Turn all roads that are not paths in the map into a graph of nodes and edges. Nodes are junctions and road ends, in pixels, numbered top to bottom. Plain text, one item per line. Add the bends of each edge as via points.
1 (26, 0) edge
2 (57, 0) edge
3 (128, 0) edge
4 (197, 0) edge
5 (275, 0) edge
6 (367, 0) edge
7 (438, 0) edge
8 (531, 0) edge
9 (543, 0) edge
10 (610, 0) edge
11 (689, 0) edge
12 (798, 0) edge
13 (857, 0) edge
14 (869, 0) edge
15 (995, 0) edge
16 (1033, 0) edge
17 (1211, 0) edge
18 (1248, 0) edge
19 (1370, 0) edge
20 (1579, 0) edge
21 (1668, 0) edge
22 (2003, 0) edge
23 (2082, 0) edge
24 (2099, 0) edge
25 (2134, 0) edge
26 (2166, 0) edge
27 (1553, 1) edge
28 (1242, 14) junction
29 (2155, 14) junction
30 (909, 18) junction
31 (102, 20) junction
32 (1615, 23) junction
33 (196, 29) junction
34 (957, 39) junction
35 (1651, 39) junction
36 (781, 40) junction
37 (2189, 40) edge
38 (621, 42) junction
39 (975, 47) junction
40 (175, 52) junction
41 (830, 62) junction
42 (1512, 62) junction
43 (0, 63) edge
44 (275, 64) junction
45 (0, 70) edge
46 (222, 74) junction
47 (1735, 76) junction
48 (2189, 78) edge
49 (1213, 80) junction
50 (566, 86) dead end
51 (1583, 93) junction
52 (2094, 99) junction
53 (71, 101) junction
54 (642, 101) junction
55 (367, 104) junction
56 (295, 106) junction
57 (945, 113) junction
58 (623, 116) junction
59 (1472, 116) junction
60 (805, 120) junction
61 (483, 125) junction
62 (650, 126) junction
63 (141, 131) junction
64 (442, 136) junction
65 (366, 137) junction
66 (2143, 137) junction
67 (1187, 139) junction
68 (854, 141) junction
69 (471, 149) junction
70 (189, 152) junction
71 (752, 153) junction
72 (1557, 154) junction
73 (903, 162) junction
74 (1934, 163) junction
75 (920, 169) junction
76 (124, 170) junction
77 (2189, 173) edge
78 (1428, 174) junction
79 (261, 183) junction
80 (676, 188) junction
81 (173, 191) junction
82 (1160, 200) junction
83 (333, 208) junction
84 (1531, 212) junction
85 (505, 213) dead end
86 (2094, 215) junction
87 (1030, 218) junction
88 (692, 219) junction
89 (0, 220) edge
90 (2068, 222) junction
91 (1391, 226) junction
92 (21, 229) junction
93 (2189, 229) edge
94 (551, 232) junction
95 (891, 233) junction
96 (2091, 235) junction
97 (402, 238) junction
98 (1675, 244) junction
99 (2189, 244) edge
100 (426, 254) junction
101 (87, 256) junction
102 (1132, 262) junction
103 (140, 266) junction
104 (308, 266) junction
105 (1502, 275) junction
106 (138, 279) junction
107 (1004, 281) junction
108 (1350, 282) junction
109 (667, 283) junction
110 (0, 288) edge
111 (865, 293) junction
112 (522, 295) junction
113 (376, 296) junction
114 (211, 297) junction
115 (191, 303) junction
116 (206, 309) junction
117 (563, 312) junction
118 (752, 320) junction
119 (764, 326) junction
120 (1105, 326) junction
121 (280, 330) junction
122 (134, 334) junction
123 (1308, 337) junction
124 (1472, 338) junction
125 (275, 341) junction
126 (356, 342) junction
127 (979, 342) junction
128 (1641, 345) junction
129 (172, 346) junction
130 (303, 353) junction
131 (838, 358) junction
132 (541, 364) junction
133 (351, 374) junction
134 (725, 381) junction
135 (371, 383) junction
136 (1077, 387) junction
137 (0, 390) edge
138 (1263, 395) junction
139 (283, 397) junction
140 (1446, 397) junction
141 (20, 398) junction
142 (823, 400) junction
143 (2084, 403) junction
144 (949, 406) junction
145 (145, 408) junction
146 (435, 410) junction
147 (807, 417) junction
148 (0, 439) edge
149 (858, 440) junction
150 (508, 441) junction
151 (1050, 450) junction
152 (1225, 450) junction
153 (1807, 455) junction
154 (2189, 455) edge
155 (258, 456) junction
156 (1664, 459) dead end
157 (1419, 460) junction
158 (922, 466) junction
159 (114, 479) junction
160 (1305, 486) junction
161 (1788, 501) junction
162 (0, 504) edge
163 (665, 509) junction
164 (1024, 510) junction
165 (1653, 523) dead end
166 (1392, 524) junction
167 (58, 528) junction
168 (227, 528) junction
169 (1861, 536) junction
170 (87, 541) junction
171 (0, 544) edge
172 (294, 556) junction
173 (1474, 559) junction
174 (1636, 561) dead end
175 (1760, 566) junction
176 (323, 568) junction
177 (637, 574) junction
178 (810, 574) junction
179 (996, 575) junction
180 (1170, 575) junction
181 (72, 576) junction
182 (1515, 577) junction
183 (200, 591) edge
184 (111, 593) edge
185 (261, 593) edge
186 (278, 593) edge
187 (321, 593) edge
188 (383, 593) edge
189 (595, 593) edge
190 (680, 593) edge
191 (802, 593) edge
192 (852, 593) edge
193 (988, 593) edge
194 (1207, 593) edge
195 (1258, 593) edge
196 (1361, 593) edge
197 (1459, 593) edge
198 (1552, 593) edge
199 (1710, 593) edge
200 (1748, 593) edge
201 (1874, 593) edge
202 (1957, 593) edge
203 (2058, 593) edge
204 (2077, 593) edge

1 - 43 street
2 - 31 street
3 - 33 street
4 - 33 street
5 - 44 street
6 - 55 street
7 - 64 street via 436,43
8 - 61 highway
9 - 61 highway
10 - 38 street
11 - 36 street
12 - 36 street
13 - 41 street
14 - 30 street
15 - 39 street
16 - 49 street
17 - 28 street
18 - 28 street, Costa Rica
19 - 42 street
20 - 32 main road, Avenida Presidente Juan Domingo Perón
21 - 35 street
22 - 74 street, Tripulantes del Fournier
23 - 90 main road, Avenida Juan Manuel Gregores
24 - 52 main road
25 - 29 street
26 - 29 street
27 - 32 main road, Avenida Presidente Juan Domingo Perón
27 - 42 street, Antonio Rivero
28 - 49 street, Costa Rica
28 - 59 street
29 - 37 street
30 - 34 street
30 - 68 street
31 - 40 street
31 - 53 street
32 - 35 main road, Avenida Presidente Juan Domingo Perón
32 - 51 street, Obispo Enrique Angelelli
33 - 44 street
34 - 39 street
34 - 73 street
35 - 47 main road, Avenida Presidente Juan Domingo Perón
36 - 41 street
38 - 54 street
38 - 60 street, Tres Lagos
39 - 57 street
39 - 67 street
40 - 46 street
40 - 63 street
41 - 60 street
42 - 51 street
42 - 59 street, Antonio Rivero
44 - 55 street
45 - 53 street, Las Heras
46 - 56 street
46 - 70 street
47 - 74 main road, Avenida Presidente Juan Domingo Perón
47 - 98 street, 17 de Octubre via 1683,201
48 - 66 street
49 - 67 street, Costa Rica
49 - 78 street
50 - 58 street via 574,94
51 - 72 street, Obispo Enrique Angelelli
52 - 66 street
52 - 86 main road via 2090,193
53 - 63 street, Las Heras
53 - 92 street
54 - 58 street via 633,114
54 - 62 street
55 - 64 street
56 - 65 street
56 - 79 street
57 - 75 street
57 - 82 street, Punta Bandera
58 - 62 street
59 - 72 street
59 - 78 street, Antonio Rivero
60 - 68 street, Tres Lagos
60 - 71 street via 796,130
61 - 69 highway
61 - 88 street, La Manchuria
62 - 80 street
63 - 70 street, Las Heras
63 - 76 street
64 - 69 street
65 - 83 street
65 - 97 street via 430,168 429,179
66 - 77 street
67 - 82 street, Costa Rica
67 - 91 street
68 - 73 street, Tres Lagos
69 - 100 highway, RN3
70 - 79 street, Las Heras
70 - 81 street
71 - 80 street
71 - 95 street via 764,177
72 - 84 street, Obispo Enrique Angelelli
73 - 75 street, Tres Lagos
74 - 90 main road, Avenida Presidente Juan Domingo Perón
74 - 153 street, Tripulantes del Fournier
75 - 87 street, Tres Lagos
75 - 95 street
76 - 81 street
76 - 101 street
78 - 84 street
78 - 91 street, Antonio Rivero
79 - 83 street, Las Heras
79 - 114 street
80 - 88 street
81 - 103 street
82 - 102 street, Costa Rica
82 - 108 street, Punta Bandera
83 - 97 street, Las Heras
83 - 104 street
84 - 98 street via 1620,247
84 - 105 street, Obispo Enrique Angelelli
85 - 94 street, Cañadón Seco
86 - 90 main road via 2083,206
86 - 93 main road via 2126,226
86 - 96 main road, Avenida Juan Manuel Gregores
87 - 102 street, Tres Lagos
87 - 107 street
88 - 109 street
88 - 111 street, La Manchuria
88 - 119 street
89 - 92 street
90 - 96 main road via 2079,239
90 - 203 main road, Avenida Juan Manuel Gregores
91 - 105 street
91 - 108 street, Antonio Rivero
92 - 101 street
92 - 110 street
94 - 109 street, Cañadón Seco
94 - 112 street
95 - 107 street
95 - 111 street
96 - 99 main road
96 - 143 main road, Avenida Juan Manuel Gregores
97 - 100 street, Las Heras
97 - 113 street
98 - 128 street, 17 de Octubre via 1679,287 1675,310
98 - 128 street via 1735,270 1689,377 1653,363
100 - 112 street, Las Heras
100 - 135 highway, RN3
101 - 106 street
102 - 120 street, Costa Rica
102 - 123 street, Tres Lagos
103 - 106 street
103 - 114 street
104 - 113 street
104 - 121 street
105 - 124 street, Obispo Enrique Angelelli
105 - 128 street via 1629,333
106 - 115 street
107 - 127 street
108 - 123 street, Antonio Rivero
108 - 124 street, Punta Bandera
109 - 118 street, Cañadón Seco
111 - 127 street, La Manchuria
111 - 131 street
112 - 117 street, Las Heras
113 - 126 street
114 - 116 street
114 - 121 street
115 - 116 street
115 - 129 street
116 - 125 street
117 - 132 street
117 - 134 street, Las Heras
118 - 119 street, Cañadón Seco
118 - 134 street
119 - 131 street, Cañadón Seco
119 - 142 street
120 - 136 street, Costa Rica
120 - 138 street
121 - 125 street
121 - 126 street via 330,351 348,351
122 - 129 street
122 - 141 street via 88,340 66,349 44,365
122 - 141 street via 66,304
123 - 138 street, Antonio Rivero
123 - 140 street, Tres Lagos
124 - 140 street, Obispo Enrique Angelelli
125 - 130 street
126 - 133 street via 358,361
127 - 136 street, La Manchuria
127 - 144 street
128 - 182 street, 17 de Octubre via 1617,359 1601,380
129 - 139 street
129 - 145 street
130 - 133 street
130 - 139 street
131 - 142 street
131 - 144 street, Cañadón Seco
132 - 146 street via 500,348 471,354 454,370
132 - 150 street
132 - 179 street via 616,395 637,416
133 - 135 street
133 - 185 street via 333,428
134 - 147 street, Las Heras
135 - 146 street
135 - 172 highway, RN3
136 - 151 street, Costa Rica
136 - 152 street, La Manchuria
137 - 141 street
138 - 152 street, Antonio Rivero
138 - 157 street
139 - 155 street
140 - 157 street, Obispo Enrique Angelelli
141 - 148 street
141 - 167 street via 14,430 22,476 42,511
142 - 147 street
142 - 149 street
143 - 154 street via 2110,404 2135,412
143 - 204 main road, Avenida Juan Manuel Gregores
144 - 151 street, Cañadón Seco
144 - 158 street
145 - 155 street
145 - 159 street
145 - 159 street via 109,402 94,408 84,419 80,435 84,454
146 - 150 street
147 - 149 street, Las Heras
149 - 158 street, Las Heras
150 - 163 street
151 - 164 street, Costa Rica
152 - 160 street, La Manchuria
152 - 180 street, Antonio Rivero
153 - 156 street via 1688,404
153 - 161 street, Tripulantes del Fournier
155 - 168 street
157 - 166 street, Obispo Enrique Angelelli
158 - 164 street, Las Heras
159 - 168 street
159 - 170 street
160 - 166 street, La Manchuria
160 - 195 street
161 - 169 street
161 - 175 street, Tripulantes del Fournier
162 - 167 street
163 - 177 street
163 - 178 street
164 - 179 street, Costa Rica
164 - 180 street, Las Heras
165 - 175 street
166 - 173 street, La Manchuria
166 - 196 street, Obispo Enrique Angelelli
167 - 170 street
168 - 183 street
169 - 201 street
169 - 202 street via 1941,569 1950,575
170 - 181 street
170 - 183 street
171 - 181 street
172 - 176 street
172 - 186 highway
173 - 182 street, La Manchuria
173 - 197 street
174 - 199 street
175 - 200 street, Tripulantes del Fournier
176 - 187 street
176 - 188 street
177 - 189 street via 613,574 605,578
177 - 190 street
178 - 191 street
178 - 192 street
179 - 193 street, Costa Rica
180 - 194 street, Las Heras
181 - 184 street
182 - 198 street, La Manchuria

•••••

What you have to do
What lines in the data hold the word "Manchuria"? Return them.

Written answer
61 - 88 street, La Manchuria
88 - 111 street, La Manchuria
111 - 127 street, La Manchuria
127 - 136 street, La Manchuria
136 - 152 street, La Manchuria
152 - 160 street, La Manchuria
160 - 166 street, La Manchuria
166 - 173 street, La Manchuria
173 - 182 street, La Manchuria
182 - 198 street, La Manchuria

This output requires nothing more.